# 

## maudi

chcialbym wiosna ociplac domek styropianem, tylko zastanawia mnie czym docinac styropian, przy ocieplaniu fundamentow pod ziemia uzywalem noza, ciecie nie szlo najlepiej, w miejscu ciecia zadko kiedy byl kat prosty, no a tam styropian byl kilka razy cienszy niz ten przeznaczony na elewacje...  kiedys widzialem jak ekipa docinala taka pila jakby krajzega, tylko czy tak jest wlasciwie ??

----------


## vanderbobo

tylko nóż, ostry.

----------


## yozka1

Najlepsza będzie zwykła piła ręczna do cięcia drewna.

----------


## yozka1

Użyj ręcznej piły do cięcia drewna.

----------


## yama

a póżniej specjalna tarka do wyrównania

----------


## Last Rico

Najlepszy jest drut oporowy + autotransformator, nie daje śmieci, ale trzeba ciąć na biurku
z listwą blokującą. Dobrze sprawuje się BARDZO ostry nóż, ale trzeba często ostrzyć.
Całkiem fajnie się tnie nożem do chleba (piłka) i nie trzeba ostrzyć. Nóż, maczamy w wodzie
przed każdym cięciem - nie zaciera się, nie skrzypi, spadają opory cięcia.....bardzo pomaga.

----------


## Graczyk

Kup sobie piłę do robienia otworów. NAzywa się to otwornica czyba i tnie się tym idealnie. Zeszłego roku ocieplaliśmy z kumplem jego dom pod podłogą a nacieliśmy łącznie jakieś 1750 m2 styropianu.   :Lol:  Ale mnie wtedy kolana bolały.  :Lol:

----------


## Last Rico

a.....zapomniałem dodać że do wody,  warto wlać trochę środka mydlinotwórczego (fajne słowo ?  :smile:

----------


## maudi

> Kup sobie piłę do robienia otworów. NAzywa się to otwornica czyba i tnie się tym idealnie. Zeszłego roku ocieplaliśmy z kumplem jego dom pod podłogą a nacieliśmy łącznie jakieś 1750 m2 styropianu.   Ale mnie wtedy kolana bolały.


na przyklad taka ?   http://www.allegro.pl/item176219817_...o_yt_3133.html

----------


## ecik

blotek ( brzeszczot) do metalu.

----------


## Malobert

> Kup sobie piłę do robienia otworów. NAzywa się to otwornica czyba i tnie się tym idealnie.
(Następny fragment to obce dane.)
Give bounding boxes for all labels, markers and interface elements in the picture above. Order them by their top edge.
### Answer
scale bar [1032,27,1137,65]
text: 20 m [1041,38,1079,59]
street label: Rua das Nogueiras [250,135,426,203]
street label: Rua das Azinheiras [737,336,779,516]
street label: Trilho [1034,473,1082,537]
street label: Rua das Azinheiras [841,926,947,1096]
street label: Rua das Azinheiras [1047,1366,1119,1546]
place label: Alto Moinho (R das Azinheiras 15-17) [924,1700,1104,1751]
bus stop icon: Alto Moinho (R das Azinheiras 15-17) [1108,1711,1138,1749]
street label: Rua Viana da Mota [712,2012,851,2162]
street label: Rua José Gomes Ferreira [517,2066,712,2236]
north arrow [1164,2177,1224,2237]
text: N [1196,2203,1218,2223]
Zeszłego roku ocieplaliśmy z kumplem jego dom pod podłogą a nacieliśmy łącznie jakieś 1750 m2 styropianu.   Ale mnie wtedy kolana bolały.


trzeba było podłożyć styropian  :smile:

----------


## Martinezio

> nacieliśmy łącznie jakieś 1750 m2 styropianu.


 :ohmy:  *1750* m2??? Ło Matulu, co to za chałupa? Pensjonat na 50 pokoi?  :ohmy:

----------


## barteks31

brzeszczot- dużo lepiej niż nożem

----------


## nom

> brzeszczot- dużo lepiej niż nożem


Mam odwrotne doświadczenie. Cienki (ok. 2mm grubości), bardzo ostry nóż, idealnie tnie i nie powoduje kruszenia styropianu (nie ma latającego "śniegu"). Do cienkiego styropianu używałem też lutownicy transformatorowej z grotem miedzianym o długości 5cm, można wycinać precyzyjnie dowolne kształty i od razu "zamyka" pory styropianu.

----------


## j-j

Grubsze i twardszy styro ciąłem pilą do betonu komórkowego szło zaj...  :smile:  a tak to płatnica.

pzdr

----------


## Depi

Aleście kotleta odgrzali  :Lol: 

Ja do tej pory ciąłem róznymi wynalazkami - nożami, brzeszczotami, piłami. Generalnie im mniejsze zęby, tym mniej wyszarpuje kuleczek, ale ciężej idzie, szczególnie przy grubym styro to ważne.

Ale teraz mam nową zabawkę i nigdy nie będę ciął niczym innym. Kupiłem sobie piłę uniwersalną/szablastą/lisi ogon (coś a la http://www.allegro.pl/item693320654_...rzeszczot.html ) i powiem Wam, że bajka  :smile:  Oczywiście leci syfu wnóstwo, ale za to jaka wygoda! Do gipskartonu też ją polecam - wycinałem ostatnio okrągłe dziurki na przepusty do kabli i poszło super.

Wiwat mechanizacja rolnictwa! 

 :smile:

----------


## Abigor

piłą łańcuchową też idzie miło łatwo i przyjemnie.

----------


## Depi

Jak jesteś na tyle kozak, żeby precyzyjnie nią ciąć, to czemu nie?

----------


## marek.Bud

platnica i noz taki do tapet ale to przy mniejszych grubosciach.wlasnie skonczylem elewacje swissporem 031, jak wiatr zawial to wszyscy sasiadzi wiedzieli ze te szare kuleczki to moje  :big grin:

----------


## Depi

Gdzie drwa rąbią...

----------


## Mirek_Lewandowski

Ha, dobrze, że ryby głosu nie mają. Łykały te kulki myśląc zapewne, że żarełko... po czym pluły tym na odległość. Pewno by mnie zbluzgały...  :big grin:  
A kulki były wszędzie- w wannie, w zupie, w ....  :Wink2:

----------


## wiaterwiater

A ja sobie myślę, że dobrze jest zlecić ocieplenie domu specjaliście, a jeśli już człowiek samemu musi, to najlepiej kupić styropian przycięty na wymiar.  :Lol:   :Lol:   :Lol:

----------


## Depi

Jasne. Najlepiej w ogóle kupić już gotowy dom i tylko wjechać do garażu swoim merolem.

Ale jak ktoś tak nie może?

----------


## Mirek_Lewandowski

Dlaczego nie może? Jak po głębszym, żona niech wjedzie....

----------


## Depi

W sumie masz rację... Albo może zostać przed domem...  :smile:

----------


## Mirek_Lewandowski

Tia, ciśnienie sąsiadom będzie podnosił  :big grin:

----------


## Depi

Szczególnie jak żona swojego Lexusa też zostawi przed  :Lol:

----------


## link2jack

Zamierzam samemu rozłożyć styropian pod podłogówkę. Zastanawiam się czy warto wydawać kase na jakiś nóż termiczny? Na alledrogo widze ze można taki nabyć za około 110zł - lecz wydaje mi się że jego ostrze jest dosyć grube i zapewne mało precyzyjne. "Model wyższy" to już wydatek ponad 250zł...

----------